Winery RosenhofBlaufränkisch
In the mouth this red wine is a powerful with a nice balance between acidity and tannins.
This wine generally goes well with poultry, beef or pasta.
Taste structure of the Blaufränkisch from the Winery Rosenhof
Light | Bold | |
Smooth | Tannic | |
Dry | Sweet | |
Soft | Acidic |
In the mouth the Blaufränkisch of Winery Rosenhof in the region of Weinland is a powerful with a nice balance between acidity and tannins.
Food and wine pairings with Blaufränkisch
Pairings that work perfectly with Blaufränkisch
Original food and wine pairings with Blaufränkisch
The Blaufränkisch of Winery Rosenhof matches generally quite well with dishes of beef, pasta or poultry such as recipes of roast beef with pepper, bean soup and spaghetti (traditional andalusian dish) or cajun jumbalaya rice.
Details and technical informations about Winery Rosenhof's Blaufränkisch.
Discover the grape variety: Iona
It is said to come from a seedling of diana - the latter is also a seedling of catawba - and propagated in 1860 by Dr. C.W. Grant, the introduction in the United States would date from 1863. Other ampelographers give it as coming directly from a seedling of catawba. The only certainty is that it is an interspecific cross with Vitis Labrusca as a parent. It should be noted that it is the parent of the diamond and the golden muscat. Iona can be found in the United States, Canada, New Zealand, etc. In France it is totally unknown. This variety can only be of interest to amateur gardeners, on the one hand to enlarge their collections and on the other hand, because it produces an excellent juice.
Last vintages of this wine
The best vintages of Blaufränkisch from Winery Rosenhof are 2008, 0
Informations about the Winery Rosenhof
The Winery Rosenhof is one of of the world's greatest estates. It offers 18 wines for sale in the of Burgenland to come and discover on site or to buy online.
The wine region of Burgenland
Burgenland is a large wine-producing region on the eastern border of Austria. Despite the country's image as the producer of some of the world's finest white wines, Austria is also home to a thriving red wine culture: Burgenland, with its sunny, continental summers, is the country's key red wine region, with its wines based mainly on the Blaufränkisch and Zweigelt grape varieties. Sweet, botrytized wines are also a specialty of the region, particularly in the Terroir surrounding the Neusiedlersee lake. The region occupies a narrow strip of land that runs from the Danube River down to Steiermark in the South.
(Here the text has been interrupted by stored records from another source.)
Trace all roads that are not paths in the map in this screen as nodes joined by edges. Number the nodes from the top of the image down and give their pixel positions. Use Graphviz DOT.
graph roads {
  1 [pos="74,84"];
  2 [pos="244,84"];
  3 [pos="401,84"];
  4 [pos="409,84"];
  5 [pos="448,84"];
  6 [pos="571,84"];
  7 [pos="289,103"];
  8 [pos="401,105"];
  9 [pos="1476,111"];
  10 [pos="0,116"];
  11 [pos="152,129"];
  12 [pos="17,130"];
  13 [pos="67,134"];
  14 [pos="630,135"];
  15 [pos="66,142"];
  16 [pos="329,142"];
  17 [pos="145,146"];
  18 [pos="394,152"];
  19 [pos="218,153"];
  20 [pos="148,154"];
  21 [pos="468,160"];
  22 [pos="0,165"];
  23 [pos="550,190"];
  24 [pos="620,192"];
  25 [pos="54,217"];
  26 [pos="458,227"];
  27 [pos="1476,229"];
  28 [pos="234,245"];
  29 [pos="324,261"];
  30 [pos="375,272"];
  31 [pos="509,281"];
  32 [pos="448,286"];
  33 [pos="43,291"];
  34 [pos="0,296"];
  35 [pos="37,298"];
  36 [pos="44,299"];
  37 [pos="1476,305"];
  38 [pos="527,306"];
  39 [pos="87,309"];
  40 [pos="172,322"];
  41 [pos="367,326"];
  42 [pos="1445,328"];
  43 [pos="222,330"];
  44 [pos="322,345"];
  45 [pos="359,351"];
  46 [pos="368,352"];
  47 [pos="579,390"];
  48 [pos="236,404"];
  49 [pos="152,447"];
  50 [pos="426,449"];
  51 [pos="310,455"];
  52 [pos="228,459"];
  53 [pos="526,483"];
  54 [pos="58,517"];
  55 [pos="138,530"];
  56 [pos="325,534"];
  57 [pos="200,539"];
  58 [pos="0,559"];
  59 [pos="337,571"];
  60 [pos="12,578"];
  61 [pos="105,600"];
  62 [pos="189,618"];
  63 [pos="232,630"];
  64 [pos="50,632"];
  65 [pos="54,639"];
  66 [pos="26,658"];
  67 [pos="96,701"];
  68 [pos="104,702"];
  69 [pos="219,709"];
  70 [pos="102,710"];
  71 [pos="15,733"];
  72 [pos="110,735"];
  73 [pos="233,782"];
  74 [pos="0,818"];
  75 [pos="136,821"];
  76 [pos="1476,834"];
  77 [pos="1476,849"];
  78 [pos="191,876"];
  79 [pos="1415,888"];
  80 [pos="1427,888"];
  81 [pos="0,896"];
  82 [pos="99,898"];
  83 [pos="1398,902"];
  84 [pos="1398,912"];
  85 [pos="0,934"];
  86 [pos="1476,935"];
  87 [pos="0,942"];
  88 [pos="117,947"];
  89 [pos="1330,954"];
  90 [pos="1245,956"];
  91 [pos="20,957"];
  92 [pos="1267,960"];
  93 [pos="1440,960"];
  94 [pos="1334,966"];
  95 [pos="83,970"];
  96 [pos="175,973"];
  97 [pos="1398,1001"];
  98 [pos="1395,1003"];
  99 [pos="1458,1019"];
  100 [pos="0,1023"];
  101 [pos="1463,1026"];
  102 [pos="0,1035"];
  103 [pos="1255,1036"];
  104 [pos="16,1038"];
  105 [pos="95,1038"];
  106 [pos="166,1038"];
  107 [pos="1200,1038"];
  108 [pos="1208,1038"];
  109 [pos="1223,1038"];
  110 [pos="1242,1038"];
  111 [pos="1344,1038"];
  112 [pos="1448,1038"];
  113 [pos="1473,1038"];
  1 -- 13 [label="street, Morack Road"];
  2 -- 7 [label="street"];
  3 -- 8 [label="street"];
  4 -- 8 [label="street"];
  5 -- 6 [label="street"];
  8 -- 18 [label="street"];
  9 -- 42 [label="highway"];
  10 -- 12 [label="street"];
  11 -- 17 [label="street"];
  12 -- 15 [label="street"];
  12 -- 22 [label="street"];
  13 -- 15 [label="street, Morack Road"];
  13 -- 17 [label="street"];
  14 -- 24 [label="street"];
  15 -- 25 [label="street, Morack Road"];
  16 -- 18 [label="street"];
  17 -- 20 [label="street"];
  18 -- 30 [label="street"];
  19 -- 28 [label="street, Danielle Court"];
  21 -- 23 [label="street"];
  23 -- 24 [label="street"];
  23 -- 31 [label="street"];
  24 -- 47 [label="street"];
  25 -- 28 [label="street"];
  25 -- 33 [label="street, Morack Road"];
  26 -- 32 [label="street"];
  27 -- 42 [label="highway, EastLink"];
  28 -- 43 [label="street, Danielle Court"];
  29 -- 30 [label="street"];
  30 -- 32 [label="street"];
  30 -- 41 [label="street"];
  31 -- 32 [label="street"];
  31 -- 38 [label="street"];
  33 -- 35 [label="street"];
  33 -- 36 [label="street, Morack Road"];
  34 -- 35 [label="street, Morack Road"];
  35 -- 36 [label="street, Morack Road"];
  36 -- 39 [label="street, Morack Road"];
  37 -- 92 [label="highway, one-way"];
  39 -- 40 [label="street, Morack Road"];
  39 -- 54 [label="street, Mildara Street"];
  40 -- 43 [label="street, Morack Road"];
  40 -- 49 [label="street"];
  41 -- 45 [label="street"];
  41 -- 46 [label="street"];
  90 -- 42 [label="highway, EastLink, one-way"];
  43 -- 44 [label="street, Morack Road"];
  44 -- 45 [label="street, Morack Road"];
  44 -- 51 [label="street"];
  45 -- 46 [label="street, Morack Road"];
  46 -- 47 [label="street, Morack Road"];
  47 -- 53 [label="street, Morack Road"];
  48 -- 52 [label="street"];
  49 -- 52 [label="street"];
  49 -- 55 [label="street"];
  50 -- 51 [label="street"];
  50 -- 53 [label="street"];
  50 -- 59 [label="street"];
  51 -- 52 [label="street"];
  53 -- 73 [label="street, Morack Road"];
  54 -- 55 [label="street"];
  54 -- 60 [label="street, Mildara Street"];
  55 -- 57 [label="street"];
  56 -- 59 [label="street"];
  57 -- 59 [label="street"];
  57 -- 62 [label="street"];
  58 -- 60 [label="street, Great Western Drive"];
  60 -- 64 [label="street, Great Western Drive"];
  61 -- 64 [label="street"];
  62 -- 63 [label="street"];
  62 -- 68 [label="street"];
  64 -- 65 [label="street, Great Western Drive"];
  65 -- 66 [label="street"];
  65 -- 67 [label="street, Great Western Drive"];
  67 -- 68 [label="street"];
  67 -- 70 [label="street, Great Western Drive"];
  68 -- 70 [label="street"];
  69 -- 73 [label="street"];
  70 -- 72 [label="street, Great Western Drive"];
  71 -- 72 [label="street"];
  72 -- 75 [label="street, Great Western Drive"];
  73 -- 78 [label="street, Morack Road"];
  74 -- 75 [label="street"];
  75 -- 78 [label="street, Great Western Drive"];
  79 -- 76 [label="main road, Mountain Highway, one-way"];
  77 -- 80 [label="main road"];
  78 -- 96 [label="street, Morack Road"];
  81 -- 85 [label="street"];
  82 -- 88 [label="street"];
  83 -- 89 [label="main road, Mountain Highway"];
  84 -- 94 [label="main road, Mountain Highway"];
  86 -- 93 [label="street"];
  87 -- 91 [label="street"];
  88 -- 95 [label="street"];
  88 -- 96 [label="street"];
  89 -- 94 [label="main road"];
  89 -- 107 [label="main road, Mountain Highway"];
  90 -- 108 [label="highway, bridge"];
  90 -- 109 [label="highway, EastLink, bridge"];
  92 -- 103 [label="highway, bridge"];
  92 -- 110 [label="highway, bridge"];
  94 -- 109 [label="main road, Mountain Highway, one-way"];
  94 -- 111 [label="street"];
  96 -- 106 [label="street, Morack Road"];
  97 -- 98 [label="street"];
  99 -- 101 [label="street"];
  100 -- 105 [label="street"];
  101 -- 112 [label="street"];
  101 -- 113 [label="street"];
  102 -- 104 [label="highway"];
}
The wine region of Weinland
Weinviertel DAC – whose name translates as "wine quarter" – is an appellation in Niederösterreich (Lower Austria). It is by far the largest Districtus Austriae Controllatus wine region in Austria. It was also the first Austrian wine region to be given that title, in 2002, with a DAC Reserve designation added in 2009. The designation applies only to white wines from the Grüner Veltliner Grape variety.
The word of the wine: Yeast
Micro-organisms at the base of all fermentative processes. A wide variety of yeasts live and thrive naturally in the vineyard, provided that treatments do not destroy them. Unfortunately, their replacement by laboratory-selected yeasts is often the order of the day and contributes to the standardization of the wine. Yeasts are indeed involved in the development of certain aromas.